London-based pianist Rick Simpson honours the twentieth anniversary of Radiohead’s landmark album, Kid A, with his own interpretation of the entire disc, reimagining their acclaimed opus through a modernist jazz lens.
The award-winning pianist and composer Rick Simpson is a graduate from the Guildhall School of Music and Drama and a gilded exponent of contemporary jazz who has carved out a respectable niche as a master instrumentalist for hire and a roving member of ensembles across the capital, performing at venues such as Ronnie Scott’s, The Vortex and The Bull’s Head with the likes of Christian Scott, Eric Harland and Leo Richardson. For his latest offering, he has turned to a landmark album by one of his chief inspirations, Radiohead’s 2000 release, Kid A, and remoulded its pensive alienation and dense textures into idiosyncratic and sonorous new shapes.
The English quintet are well known for their love of jazz, particularly the heady sprawl and meditative flow of Coltrane’s John and Alice, Miles Davis and Charles Mingus. The National Anthem featured an eight-man brass section letting rip on an expansive arrangement by lead guitarist, arranger and composer Jonny Greenwood, Pyramid Song swayed on a punch-drunk, modal pulse and the spectre of Davis’s epochal and impressionistic Bitches Brew loomed over the recording sessions for both Kid A and its sister album, Amnesiac.
Since their inception, there has been a steady flow of traffic between Oxford’s masters of unease and disquiet and numerous modern jazz practitioners, from Brad Mehldau’s piano trio covers to Robert Glasper’s inspired reworkings and the Noordpool Orchestra’s big-band attack. Radiohead have assumed the mantle of ‘rock’ band that jazzers love to reference and pilfer.
Four years on from his 2016 outing, Klammer, the British jazz pianist Rick Simpson has regrouped with a new line-up of kindred spirits including James Allsopp on baritone sax, double bassist Dave Whitford, drummer Will Glaser and tenor saxophonist Tori Freestone to conjure a spirited and luminous take on the record’s modernist, experimental and electronically treated soundscape.
Simpson plumps for imaginative arrangements throughout, facilitating thrilling, creative improvisation and a plethora of opportunities for his gifted soloists to unleash their own individual voices on a project which could so easily have descended into stilted reverence or cosy, dinner-jazz politeness. On some pieces, he will both honour tradition and the source material, whilst on other occasions, he grabs the song’s kernel and takes the listener like a child released from confinement, with each musician unfurling into their own character within the song.
On Everything In Its Right Place, the leader lays down probing ripples on feathery piano over a silky, floating groove, whilst the horns smoulder with a sense of plangent harmony and lyricism.

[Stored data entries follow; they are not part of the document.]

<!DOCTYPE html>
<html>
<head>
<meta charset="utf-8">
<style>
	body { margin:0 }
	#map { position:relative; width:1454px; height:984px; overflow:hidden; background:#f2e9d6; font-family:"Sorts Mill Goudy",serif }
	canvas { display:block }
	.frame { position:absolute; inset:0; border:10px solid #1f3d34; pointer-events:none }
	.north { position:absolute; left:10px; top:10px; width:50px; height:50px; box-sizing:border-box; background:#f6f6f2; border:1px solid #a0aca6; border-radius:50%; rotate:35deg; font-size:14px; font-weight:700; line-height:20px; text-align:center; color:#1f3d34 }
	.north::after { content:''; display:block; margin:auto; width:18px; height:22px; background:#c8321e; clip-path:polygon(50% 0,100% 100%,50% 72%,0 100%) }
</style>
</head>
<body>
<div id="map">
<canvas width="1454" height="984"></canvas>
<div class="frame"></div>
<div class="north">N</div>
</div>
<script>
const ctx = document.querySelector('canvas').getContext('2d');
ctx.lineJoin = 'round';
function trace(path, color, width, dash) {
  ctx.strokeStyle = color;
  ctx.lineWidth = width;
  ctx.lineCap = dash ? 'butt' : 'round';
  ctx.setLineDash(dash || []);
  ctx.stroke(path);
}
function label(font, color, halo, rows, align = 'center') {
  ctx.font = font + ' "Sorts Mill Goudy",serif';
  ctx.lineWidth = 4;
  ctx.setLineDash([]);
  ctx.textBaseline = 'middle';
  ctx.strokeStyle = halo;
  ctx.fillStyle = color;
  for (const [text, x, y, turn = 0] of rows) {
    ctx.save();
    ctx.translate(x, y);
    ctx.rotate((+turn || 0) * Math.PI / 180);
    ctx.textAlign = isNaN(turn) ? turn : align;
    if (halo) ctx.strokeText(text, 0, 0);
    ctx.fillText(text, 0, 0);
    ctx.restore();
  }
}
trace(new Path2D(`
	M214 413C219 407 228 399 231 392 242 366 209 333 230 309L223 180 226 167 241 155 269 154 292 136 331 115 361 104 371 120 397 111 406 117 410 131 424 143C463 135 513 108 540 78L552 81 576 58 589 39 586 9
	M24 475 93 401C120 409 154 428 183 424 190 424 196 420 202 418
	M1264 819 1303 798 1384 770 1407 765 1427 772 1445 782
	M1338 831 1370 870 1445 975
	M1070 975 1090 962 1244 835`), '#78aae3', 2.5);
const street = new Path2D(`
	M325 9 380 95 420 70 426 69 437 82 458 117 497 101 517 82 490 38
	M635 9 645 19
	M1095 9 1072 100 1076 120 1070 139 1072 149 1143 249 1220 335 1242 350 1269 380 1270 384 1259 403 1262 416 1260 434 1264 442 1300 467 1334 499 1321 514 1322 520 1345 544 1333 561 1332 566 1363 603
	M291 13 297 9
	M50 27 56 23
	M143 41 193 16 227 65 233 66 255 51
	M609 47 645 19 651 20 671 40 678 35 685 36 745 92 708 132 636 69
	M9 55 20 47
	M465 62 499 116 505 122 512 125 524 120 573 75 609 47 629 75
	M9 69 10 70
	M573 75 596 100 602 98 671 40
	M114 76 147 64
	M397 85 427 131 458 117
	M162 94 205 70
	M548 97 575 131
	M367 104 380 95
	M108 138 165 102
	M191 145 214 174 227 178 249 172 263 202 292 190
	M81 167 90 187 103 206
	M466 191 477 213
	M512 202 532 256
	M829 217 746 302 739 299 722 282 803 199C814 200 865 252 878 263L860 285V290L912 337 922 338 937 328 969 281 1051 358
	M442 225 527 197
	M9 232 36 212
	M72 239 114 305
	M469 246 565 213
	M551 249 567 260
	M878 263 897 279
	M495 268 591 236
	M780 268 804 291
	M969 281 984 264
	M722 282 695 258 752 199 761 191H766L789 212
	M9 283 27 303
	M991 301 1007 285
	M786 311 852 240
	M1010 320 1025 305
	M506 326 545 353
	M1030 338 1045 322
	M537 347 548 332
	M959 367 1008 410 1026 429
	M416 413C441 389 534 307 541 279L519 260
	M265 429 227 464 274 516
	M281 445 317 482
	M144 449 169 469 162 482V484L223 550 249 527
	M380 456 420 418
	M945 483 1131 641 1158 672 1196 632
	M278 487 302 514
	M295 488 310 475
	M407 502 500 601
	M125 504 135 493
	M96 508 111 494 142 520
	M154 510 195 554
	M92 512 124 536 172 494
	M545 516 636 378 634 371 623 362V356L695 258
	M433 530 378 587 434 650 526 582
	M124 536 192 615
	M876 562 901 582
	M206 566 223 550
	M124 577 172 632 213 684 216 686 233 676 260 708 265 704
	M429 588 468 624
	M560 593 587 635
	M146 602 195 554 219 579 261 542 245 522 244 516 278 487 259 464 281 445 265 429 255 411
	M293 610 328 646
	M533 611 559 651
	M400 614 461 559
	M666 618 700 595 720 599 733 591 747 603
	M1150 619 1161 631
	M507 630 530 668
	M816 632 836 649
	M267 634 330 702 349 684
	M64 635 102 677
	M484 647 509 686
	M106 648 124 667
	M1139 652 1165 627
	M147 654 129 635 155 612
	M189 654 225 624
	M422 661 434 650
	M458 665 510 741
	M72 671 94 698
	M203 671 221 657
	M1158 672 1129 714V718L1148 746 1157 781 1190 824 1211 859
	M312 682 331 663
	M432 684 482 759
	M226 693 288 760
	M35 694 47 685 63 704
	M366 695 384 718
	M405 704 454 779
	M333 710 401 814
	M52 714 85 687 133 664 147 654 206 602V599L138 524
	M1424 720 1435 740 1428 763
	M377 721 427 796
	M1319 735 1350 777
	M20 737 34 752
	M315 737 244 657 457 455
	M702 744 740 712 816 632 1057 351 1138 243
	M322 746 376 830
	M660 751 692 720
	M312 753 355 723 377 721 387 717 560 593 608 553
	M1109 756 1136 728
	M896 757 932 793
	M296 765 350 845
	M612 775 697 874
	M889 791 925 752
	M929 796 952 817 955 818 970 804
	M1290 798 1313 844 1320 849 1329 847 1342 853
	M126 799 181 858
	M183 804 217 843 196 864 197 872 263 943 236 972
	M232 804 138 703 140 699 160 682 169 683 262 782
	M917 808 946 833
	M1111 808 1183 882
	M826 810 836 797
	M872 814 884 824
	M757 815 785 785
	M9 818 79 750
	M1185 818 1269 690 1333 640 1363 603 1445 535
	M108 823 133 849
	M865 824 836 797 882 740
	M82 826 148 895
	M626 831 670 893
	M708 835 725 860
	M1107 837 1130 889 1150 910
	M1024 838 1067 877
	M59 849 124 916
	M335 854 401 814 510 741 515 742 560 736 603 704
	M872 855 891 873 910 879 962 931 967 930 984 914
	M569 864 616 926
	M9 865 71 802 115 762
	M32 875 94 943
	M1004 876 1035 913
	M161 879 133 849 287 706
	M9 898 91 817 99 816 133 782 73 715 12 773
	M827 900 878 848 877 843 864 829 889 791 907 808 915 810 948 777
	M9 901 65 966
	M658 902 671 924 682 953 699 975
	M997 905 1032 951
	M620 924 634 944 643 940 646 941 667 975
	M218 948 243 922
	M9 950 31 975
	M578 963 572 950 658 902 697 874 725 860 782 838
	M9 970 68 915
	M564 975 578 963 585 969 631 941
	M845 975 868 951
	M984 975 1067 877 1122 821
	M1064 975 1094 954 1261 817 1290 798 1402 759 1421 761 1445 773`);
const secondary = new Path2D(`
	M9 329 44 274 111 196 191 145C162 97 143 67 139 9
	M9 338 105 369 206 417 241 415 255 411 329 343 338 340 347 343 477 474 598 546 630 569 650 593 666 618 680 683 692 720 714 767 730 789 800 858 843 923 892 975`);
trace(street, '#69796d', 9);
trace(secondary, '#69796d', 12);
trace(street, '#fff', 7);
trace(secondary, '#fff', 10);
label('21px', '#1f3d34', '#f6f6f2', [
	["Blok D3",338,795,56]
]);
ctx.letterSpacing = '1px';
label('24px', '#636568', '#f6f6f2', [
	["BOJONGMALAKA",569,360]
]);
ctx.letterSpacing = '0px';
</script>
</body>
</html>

The album’s title track goes further, powered by Pharoah Sanders-like squawks and squalls, scampering piano and a restless barrage of drumming. The National Anthem tumbles into a free-jazz rave-up, with Herbie Hancock-like keyboard trills escalating towards a destabilising pitch of intensity against the bursts of cacophonic brass.
On How to Disappear Completely, the band keeps the mournful melody, with a flame-throwing saxophone wrapped around ruminative piano chords which build to an irrepressible denouement. The electronic jitters of Idioteque are re-assembled into a quicksilver bop work-out, whilst Motion Picture Soundtrack glides, rises and falls like the closing of a film; wistful sax wafts like a scent whilst Simpson plays it light and melodic, like Bill Evans spinning ear candy.